1. Native load file production

2. Loose collection of native files

3. PDF load file production

4. Loose collection of document-based PDFs

5. TIFF load file production

6. Bulk PDF production

7. Loose collection of TIFF images

8. Paper


If opposing counsel will not produce documents in Native format, then a PDF production is the next best option, and finally a TIFF production. PDFs have much better text render quality. TIFF productions are typically in highly compressed GROUP 4 format, which is intended to be minimal file size for fax machines. These TIFF files can be physically hard to see/read and can give low-quality OCR results. 


NOTE: GoldFynch provides additional services including sourcing data directly from your clients. You can learn more about them here.


File naming

Each produced file should be assigned a single Bates number, and named with that single number (including any prefix.)

Attachment and child files

  • Attachment and child files will be referred to using the parent file’s Bates name
  • The filename or location of the contained child file will be tracked relative to the parent file
  • Attachments or children files of a native file should not be produced individually, nor assigned their own Bates numbers

NOTE: This isn't valid in cases of redaction - see below for more on this

 

Redactions and non-native files

If redactions have been carried out on a file in GoldFynch, this means they will be in a non-native format. Both in this case, as well as in other cases where it is not possible or practical to produce a file in native format, the file should be rasterized or rendered and should be produced as a single PDF file with a searchable text layer.

  • Any of these generated, non-native PDF files should still be placed in the “NATIVES” folder and have the “NATIVE_PATH” column populated in the load file
  • The “TRUE_NATIVE” column in the load file should be set to “F” to indicate that the PDF is a derived representation of the true native file
  •  In the case that a file is produced in a non-native PDF format, other files in the family should then be assigned their own Bates numbers and produced in native format. These files should then have the “PARENT_ID” column populated to track the file family hierarchy


Example: Consider an MSG email that has a single ZIP attachment. Ideally, the single MSG file would get assigned a single Bates number, e.g. FILE_0001, renamed to FILE_0001.msg, and the ZIP attachment would not be produced separately. In the case that the MSG file needs redactions, it would be rendered to a PDF file, named FILE_0001.pdf, and the ZIP attachment would then be assigned Bates FILE_0002 and have its “PARENT_ID” column set to “FILE_0001.”

 

 

Email

The first preference for email productions is bulk export/archive files like PST or OST for Outlook/Exchange systems, and MBOX for Gmail or other mail services.

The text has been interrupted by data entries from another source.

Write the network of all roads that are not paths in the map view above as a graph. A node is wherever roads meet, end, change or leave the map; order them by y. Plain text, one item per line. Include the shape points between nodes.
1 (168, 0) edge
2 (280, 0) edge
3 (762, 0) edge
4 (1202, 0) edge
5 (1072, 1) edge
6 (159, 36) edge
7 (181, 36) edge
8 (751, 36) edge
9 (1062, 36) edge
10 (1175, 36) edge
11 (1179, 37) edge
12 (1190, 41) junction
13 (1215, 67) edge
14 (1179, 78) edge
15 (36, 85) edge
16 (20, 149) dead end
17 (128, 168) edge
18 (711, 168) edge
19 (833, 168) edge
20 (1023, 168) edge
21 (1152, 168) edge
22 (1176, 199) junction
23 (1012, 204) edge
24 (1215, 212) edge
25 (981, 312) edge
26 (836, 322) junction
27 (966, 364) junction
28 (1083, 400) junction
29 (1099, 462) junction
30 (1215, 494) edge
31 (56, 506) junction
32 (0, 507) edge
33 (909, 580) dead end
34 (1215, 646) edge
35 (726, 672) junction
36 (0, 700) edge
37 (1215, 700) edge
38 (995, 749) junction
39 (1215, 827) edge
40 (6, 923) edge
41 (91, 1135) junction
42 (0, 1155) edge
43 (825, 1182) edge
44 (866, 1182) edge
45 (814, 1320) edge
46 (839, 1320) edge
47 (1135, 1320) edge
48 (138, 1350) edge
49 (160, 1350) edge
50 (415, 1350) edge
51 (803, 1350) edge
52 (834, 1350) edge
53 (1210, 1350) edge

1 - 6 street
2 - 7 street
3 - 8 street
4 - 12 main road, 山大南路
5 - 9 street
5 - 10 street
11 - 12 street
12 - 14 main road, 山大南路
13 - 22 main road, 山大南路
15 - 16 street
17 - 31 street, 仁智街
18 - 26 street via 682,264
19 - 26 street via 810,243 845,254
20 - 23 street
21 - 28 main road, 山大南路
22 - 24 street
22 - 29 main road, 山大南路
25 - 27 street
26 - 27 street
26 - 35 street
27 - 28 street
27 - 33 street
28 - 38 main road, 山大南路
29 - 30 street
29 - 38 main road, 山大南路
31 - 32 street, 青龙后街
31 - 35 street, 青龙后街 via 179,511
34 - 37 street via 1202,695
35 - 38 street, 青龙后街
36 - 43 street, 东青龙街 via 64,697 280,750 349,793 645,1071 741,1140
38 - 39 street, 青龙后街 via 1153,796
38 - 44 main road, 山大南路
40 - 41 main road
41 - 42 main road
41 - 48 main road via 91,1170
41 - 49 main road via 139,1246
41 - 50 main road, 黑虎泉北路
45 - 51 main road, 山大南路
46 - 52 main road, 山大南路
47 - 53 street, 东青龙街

  • One email archive file should be used per user or mailbox

  •  Each archive file should be assigned and named with a single Bates identifier

  •  In the case of such bulk email production, individual emails will not have an assigned identifier or Bates number. In these situations, emails will be tracked and identified using a combination of the container file’s identifier, and the email’s subject & message-id

  • Attachments will be tracked and identified by MD5 hash value or by name and parent email

  • The load file “CUSTODIAN” column should be populated with the mailbox owner’s name and email address


If bulk email production in PST or MBOX format is not possible, the next preference is for near-native individual MSG or EML (MIME) files.

  •  Each email should be assigned and named with a single Bates identifier

  •  The load file “CUSTODIAN” column should be populated with the mailbox owner’s name and email address

  •  MSG files or EML files that do not have an “X-Gmail-Label” header set should populate the “MAILBOX_FOLDER” column in the load file with the folder location of the email within the user’s mailbox. (Example: “Inbox/Invoices/2018”)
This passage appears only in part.